Four years after that Ed Sullivan Show, Diddley and his black group encountered an even more egregious example of racism. After they swam in the pool at Las Vegas's Showboat Casino, an attendant closed it to replace the water.

Overseas, however, especially in Britain, Bo Diddley was lionised. He became an icon of the burgeoning blues scene, notably influencing the Rolling Stones, who covered both "Mona" and "I'm Alright"; the Crawdaddy, the club in Richmond, Surrey, at which both the Stones and the Yardbirds had residencies, took its name from the Diddley song "Doing the Craw-Daddy", whilst the Pretty Things also were named after a Diddley song.
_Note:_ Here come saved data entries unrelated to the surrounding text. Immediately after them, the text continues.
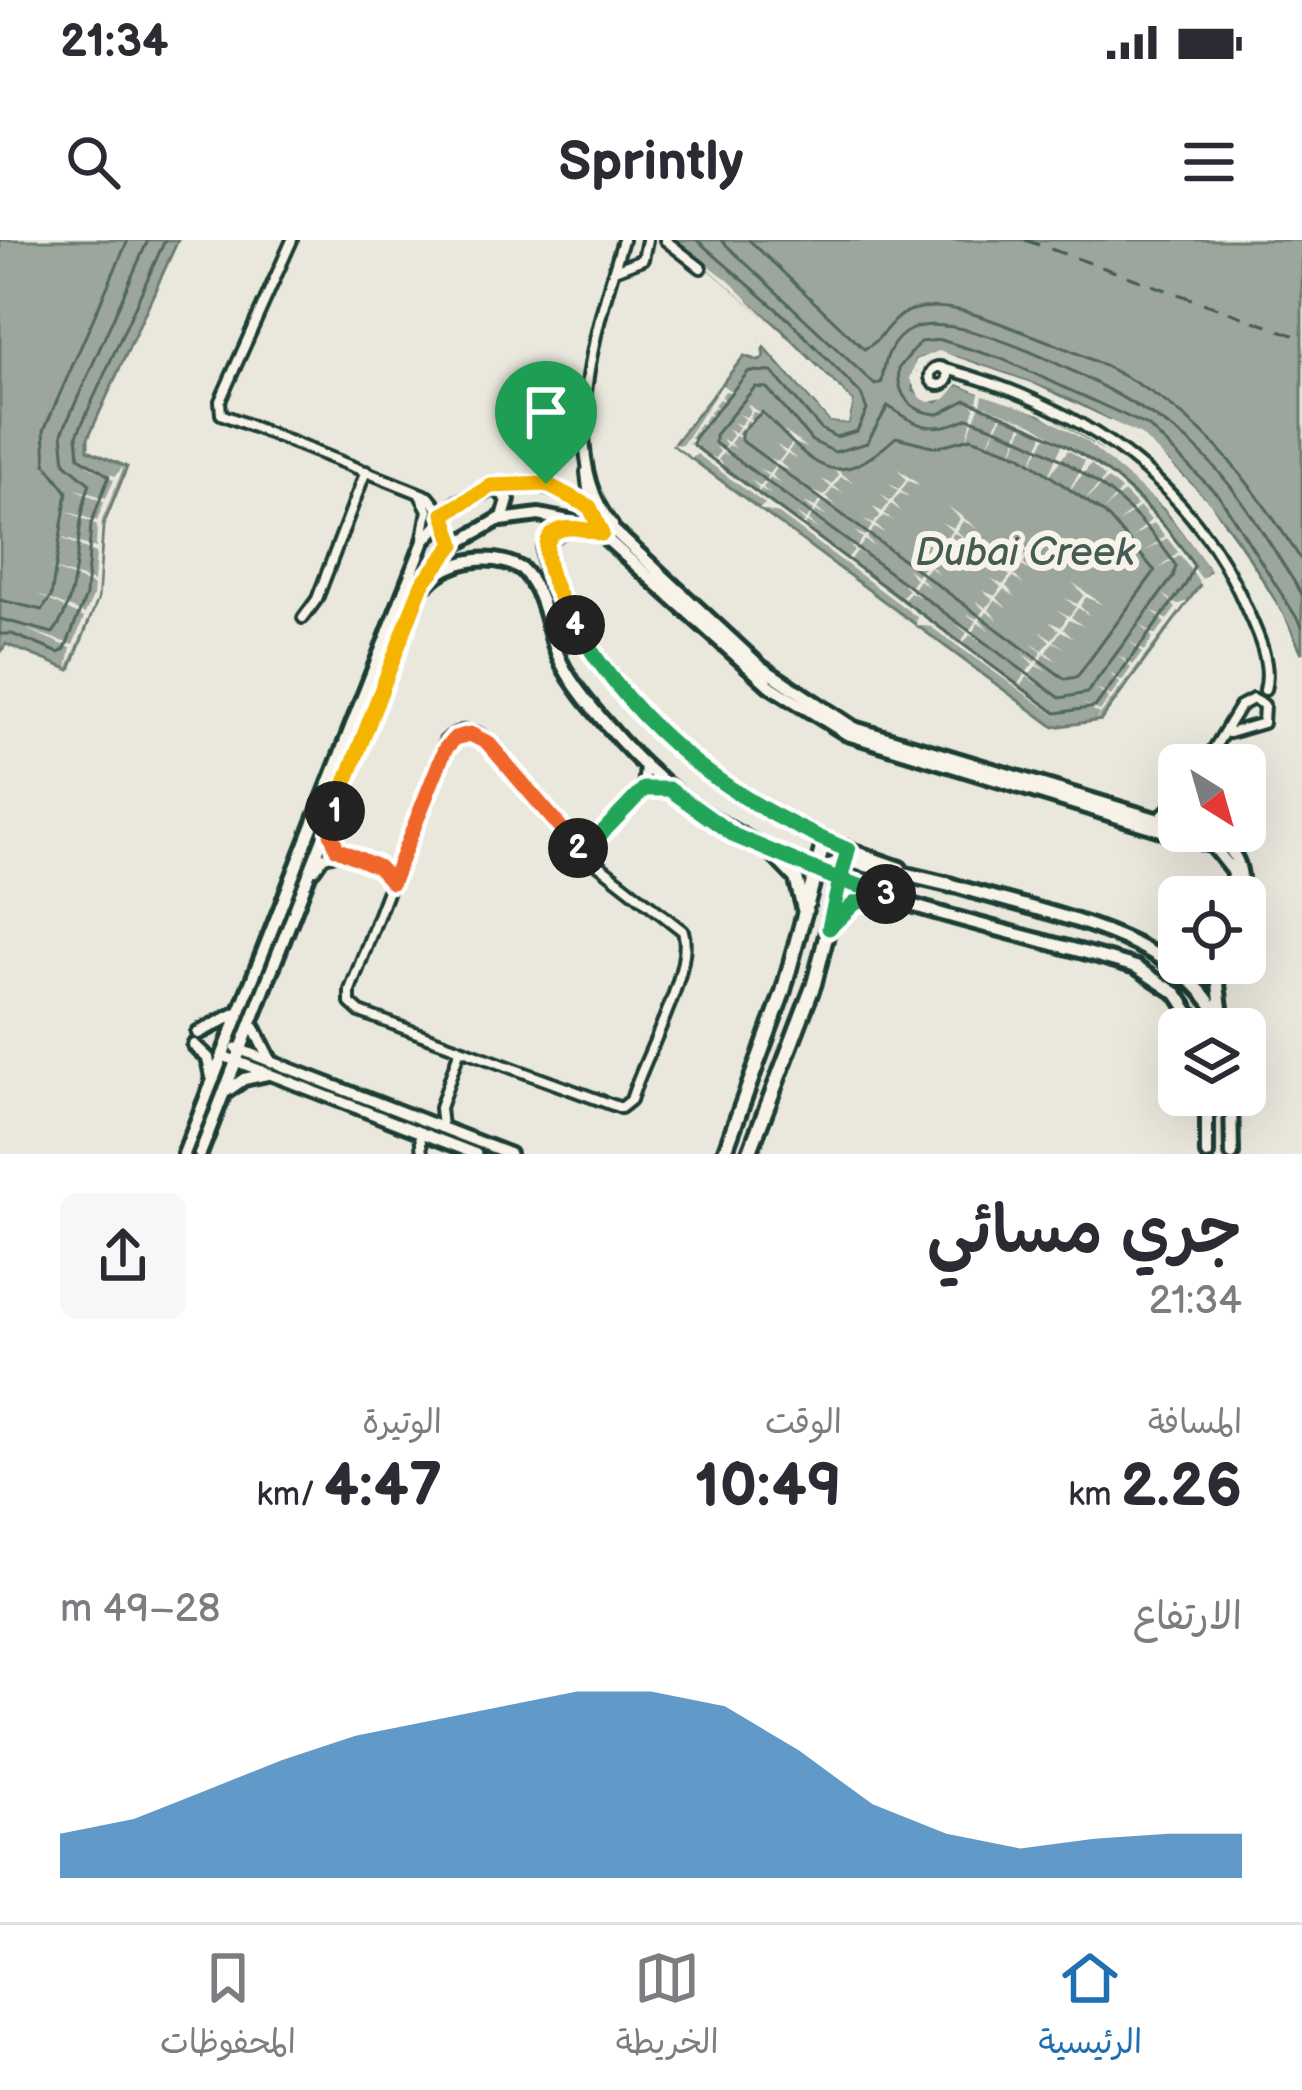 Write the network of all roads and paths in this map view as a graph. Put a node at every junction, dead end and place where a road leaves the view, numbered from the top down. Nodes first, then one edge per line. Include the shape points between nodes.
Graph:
1 (292, 240) edge
2 (623, 240) edge
3 (667, 242) edge
4 (648, 244) edge
5 (701, 268) dead end
6 (616, 270) junction
7 (947, 374) dead end
8 (587, 452) junction
9 (366, 471) junction
10 (491, 486) junction
11 (415, 490) junction
12 (590, 507) junction
13 (444, 514) junction
14 (498, 520) junction
15 (602, 534) junction
16 (622, 535) junction
17 (454, 544) junction
18 (418, 553) junction
19 (415, 600) junction
20 (303, 618) dead end
21 (1257, 701) junction
22 (1228, 733) junction
23 (1220, 744) edge
24 (645, 766) junction
25 (644, 789) junction
26 (669, 789) junction
27 (337, 804) junction
28 (1158, 822) edge
29 (1158, 822) edge
30 (598, 837) junction
31 (824, 841) junction
32 (577, 848) junction
33 (342, 853) junction
34 (774, 855) junction
35 (846, 855) junction
36 (586, 856) junction
37 (378, 867) junction
38 (396, 870) junction
39 (817, 873) junction
40 (840, 880) junction
41 (392, 882) junction
42 (950, 885) joint
43 (303, 892) junction
44 (891, 896) junction
45 (804, 915) junction
46 (829, 928) junction
47 (1147, 948) junction
48 (1158, 951) edge
49 (1187, 1008) edge
50 (1211, 1008) edge
51 (242, 1010) junction
52 (254, 1025) junction
53 (460, 1049) junction
54 (225, 1050) junction
55 (470, 1054) junction
56 (240, 1056) junction
57 (456, 1066) junction
58 (269, 1068) junction
59 (210, 1086) junction
60 (224, 1094) junction
61 (440, 1108) junction
62 (1207, 1116) edge
63 (1231, 1116) edge
64 (424, 1120) junction
65 (442, 1128) junction
66 (420, 1133) junction
67 (437, 1139) junction
68 (422, 1153) edge
69 (184, 1154) edge
70 (200, 1154) edge
71 (476, 1154) edge
72 (511, 1154) edge
73 (724, 1154) edge
74 (749, 1154) edge
75 (1207, 1154) edge
76 (1232, 1154) edge

1 - 9 street via 221,414
2 - 6 street
3 - 4 street
3 - 5 street
4 - 6 street via 643,259
6 - 8 street via 591,358
7 - 21 street via 1029,395 1152,475 1207,538 1240,593 1268,669
8 - 12 street
8 - 16 street via 595,496
9 - 11 street
9 - 20 street
10 - 12 main road via 546,484
10 - 13 main road
10 - 14 main road via 508,500
11 - 13 street
11 - 18 street via 428,510
12 - 15 street
12 - 16 main road
13 - 17 street
13 - 18 main road
14 - 15 main road via 553,516
14 - 17 main road
15 - 29 main road via 770,686 838,729
15 - 31 main road via 567,528 544,550 548,574 592,651 686,760
16 - 28 main road via 761,668 845,723
17 - 19 main road
18 - 51 main road
19 - 24 main road via 454,565 494,560 522,569 550,619 562,665
19 - 27 main road
21 - 22 street via 1240,706
21 - 22 street via 1267,710 1263,723
22 - 23 street
24 - 25 street
24 - 26 main road
25 - 26 street
25 - 30 street
26 - 34 main road
27 - 33 street via 331,833
27 - 43 main road
30 - 32 street
30 - 36 street
31 - 35 main road
31 - 39 main road
32 - 36 street
32 - 38 street via 486,737 465,730 446,741
33 - 37 street
33 - 43 street via 320,861
34 - 39 main road
34 - 45 main road via 796,878
35 - 39 main road
35 - 40 main road
35 - 42 main road
36 - 55 street via 680,932 682,960 634,1090 621,1108
37 - 38 street
37 - 41 street
38 - 41 street
39 - 40 main road
39 - 45 main road
40 - 44 main road
40 - 46 main road
41 - 53 street via 353,984 355,1003
42 - 47 main road
43 - 52 main road
44 - 46 main road via 855,903
44 - 49 main road via 1136,967
45 - 73 main road
46 - 74 main road
47 - 48 main road
47 - 50 main road via 1191,978
51 - 54 main road
51 - 59 main road via 196,1039 208,1058
52 - 56 main road
52 - 58 main road
53 - 55 street
53 - 57 street
54 - 56 street
54 - 59 main road
55 - 57 street
56 - 58 street
56 - 60 main road
57 - 61 street
58 - 60 main road
58 - 64 street
58 - 66 street
59 - 69 main road
60 - 70 main road
61 - 64 street
61 - 65 street
62 - 75 main road
63 - 76 main road
64 - 65 street
65 - 72 street
66 - 67 street
66 - 68 street
67 - 68 street
67 - 71 street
The Animals paid tribute with their tune "The Story of Bo Diddley"; and the comedians Peter Cook and Dudley Moore even had a skit about "Bo Dudley", a tale of a Harlem blues singer.

Continuing to work within his own style, Diddley's popularity dwindled in the second half of the 1960s, as album rock took over the market. In 1967, attempting to catch this boat, he recorded the Super Blues and Super Super Blues Band LPs with Muddy Waters, Howlin' Wolf and Little Walter. Even though in 1972 John Lennon and Yoko Ono had produced the Elephant's Memory track "Chuck & Bo", a tribute song to Chuck Berry and Bo Diddley, the previous year Diddley had been obliged to take that deputy sheriff post in Los Lunas, New Mexico.

The 1970s were difficult years for him, yet Bo Diddley continued to tour. Whilst gigging in Australia in 1978 he was asked to support the Clash on their first American tour. Although the English punk group were surprised he at first refused to play his classic songs – his explanation was that he no longer owned the copyright on them – they were even more startled when, on the tour bus, he would place Lucille, his guitar, in his bunk and sleep sitting upright.

By 1985, however, Diddley was performing with George Thorogood at the Philadelphia Live Aid concert. Two years after that, he was inducted into the Rock and Roll Hall of Fame and the same year toured with the Rolling Stones guitarist Ronnie Wood.

In 1997 he received a Lifetime Achievement Award from the Rhythm and Blues Foundation, being given a similar accolade at the 1999 Grammy Awards ceremony. At the Rock and Roll Hall of Fame's 20th induction ceremony in 2005, Bo Diddley performed his own signature tune with Eric Clapton and Robbie Robertson.

Although suffering from diabetes, Bo Diddley continued for many years to perform regularly, rising every day at 4am to write new material.

Chris Salewicz

Otha Ellas Bates McDaniel (Bo Diddley), musician and songwriter: born McComb, Mississippi 30 December 1928; four times married (five children, one stepson); died Archer, Florida 2 June 2008.